Podobnie jak Traper uważam , że dzisiejsza wyprawa się nam udała, mało kopania ale za to poznaliśmy kawałek historii.
Zauważcie co musiało się dziać po całym zajściu w Tulicach skora ta kobieta nawet dziś obawiała się o tym mówić. Myślę , że UB i milicja nieźle potraktowała mieszkańców aby wyciągnąć od nich informacje. Podobał mi się fragment o Ince, jak zabrała z domu prześcieradło aby zrobić opatrunek partyzatnowi (babcia jak opowiadała to nie wiedziała , że to Żelazny).

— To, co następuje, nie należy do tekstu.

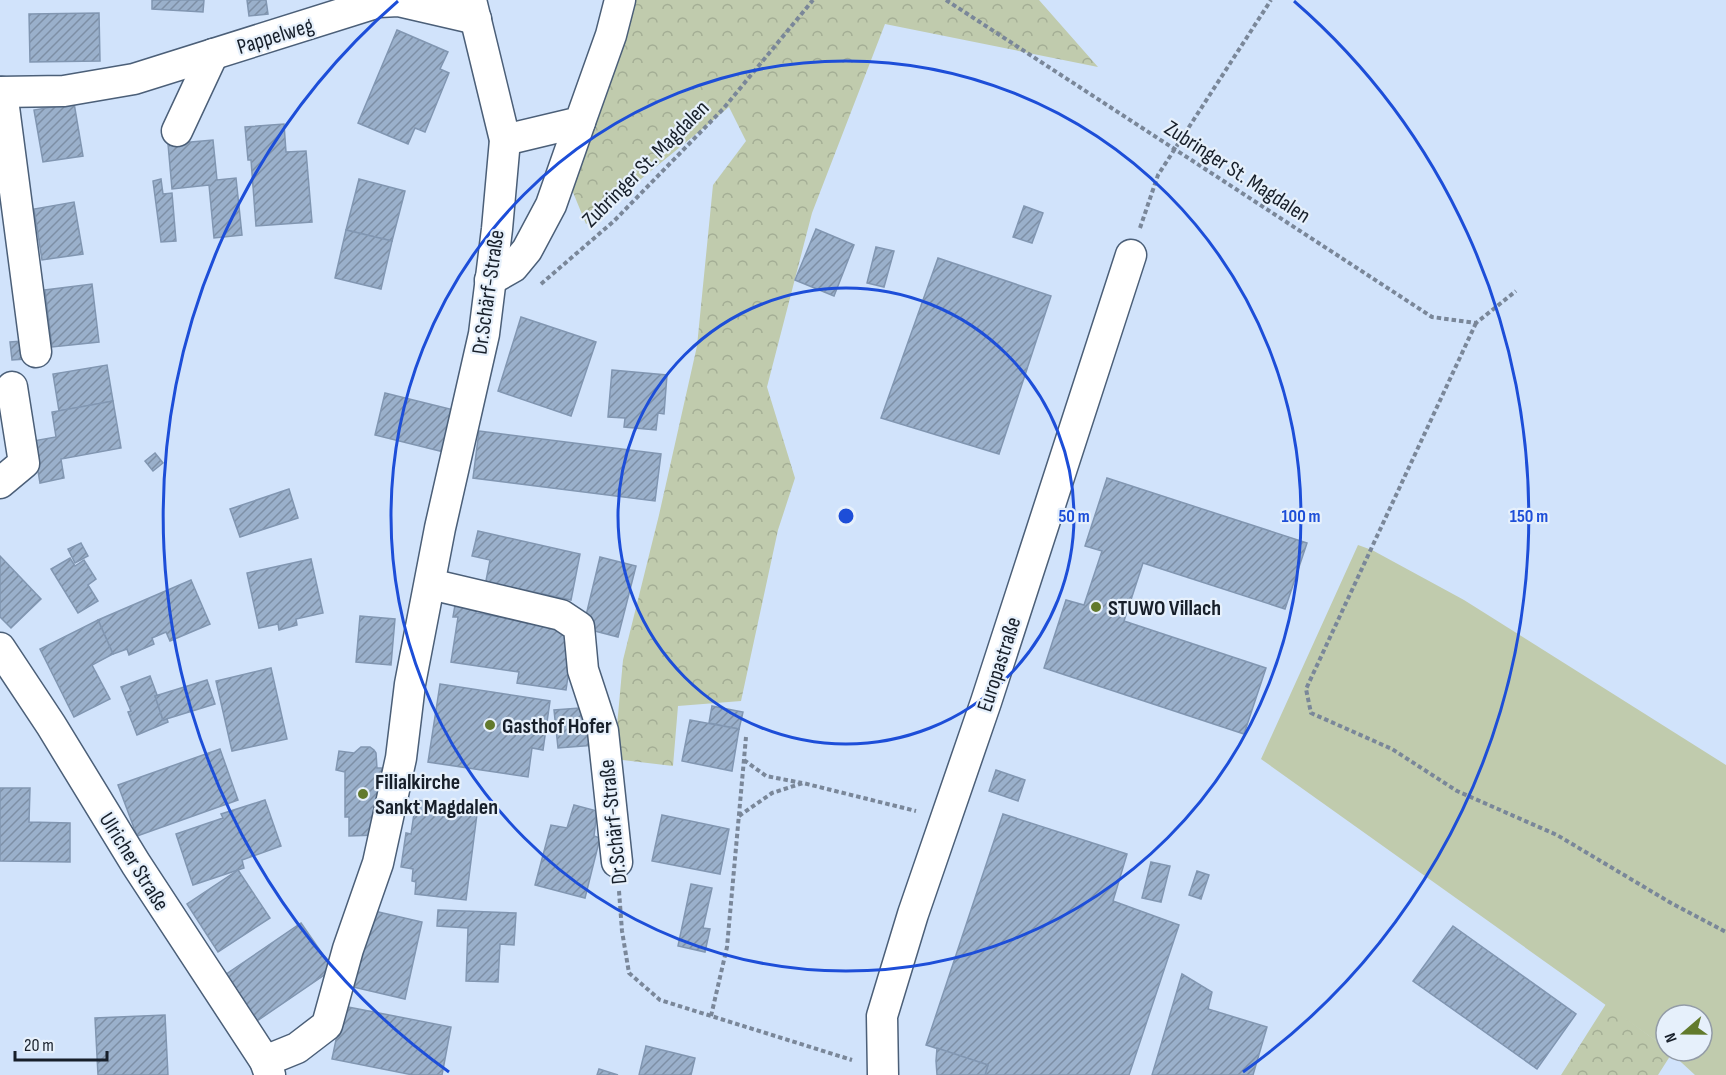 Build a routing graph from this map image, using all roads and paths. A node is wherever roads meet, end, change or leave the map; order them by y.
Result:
1 (620, 0) edge
2 (813, 0) edge
3 (946, 0) edge
4 (1271, 0) edge
5 (473, 10) edge
6 (213, 54) junction
7 (1, 92) edge
8 (580, 122) junction
9 (177, 131) dead end
10 (504, 140) junction
11 (1174, 149) junction
12 (1131, 255) joint
13 (490, 280) junction
14 (536, 289) dead end
15 (1516, 291) dead end
16 (1476, 323) junction
17 (36, 352) dead end
18 (12, 387) dead end
19 (0, 483) edge
20 (430, 584) junction
21 (0, 648) edge
22 (746, 737) dead end
23 (744, 760) junction
24 (803, 783) junction
25 (739, 816) junction
26 (946, 818) junction
27 (617, 862) joint
28 (1726, 932) edge
29 (711, 1016) junction
30 (267, 1068) edge
31 (882, 1072) edge

1 - 8 street
2 - 14 path, Zubringer St. Magdalen
3 - 11 path, Zubringer St. Magdalen
4 - 11 path
5 - 6 street, Pappelweg
5 - 10 street, Dr.Schärf-Straße
6 - 7 street, Pappelweg
6 - 9 street, Pappelweg
7 - 17 street, Pappelweg
8 - 10 street
8 - 13 street
10 - 13 street, Dr.Schärf-Straße
11 - 12 path
11 - 16 path, Zubringer St. Magdalen
12 - 26 street, Europastraße
13 - 20 street, Dr.Schärf-Straße
15 - 16 path
16 - 28 path
18 - 19 street
20 - 27 street, Dr.Schärf-Straße
20 - 30 street, Dr.Schärf-Straße
21 - 30 street, Ulricher Straße
22 - 23 path
23 - 24 path
23 - 25 path
24 - 25 path
24 - 26 path
25 - 29 path
26 - 31 street, Europastraße
27 - 29 path, Dr.Schärf-Straße
29 - 31 path, Dr.Schärf-Straße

Zauważyłem, że kobietę zaciekawiły nasze wypowiedzi na temat dalszych losów Leszka, Żelaznego i Inki. Ciekaw jestem czy Niwol ma dostęp do archiwów UB i milicji z tego zdarzenia. Warto by było zapoznać się co faktycznie zeznawali wtedy mieszkańcy Tulic. Być może te zeznania były wymuszone przez ubeków.
Jestem pod wrażeniem opowieści tej kobiety. W miarę upływu czasu coraz bardziej otwierała się i mówiła ciekawe rzeczy.
Myślę , że skoro zaprosiła nas na ponowną rozmowe to musimy kiedyś jeszcze pojechać. Zabierzemy Niwola bo w końcu zrobiliśmy kawałek roboty dla IPN-u :D , mają następnego świadka zdarzeń.
Mam nadzieję , że nasz czerwcowy , trzydniowy rajd w Bory T. będzie obfitował w wiele takich ciekawych zdarzeń.
Pit dzięki za wytrwałośc na dzisiejszej wyprawie. Właściwie to powinniśmy zrzucić się na myjnię dla autka.
Mimo godzinnej walki z samochodem zakopanym w błocie myślę, że podobało ci się tak samo jak nam.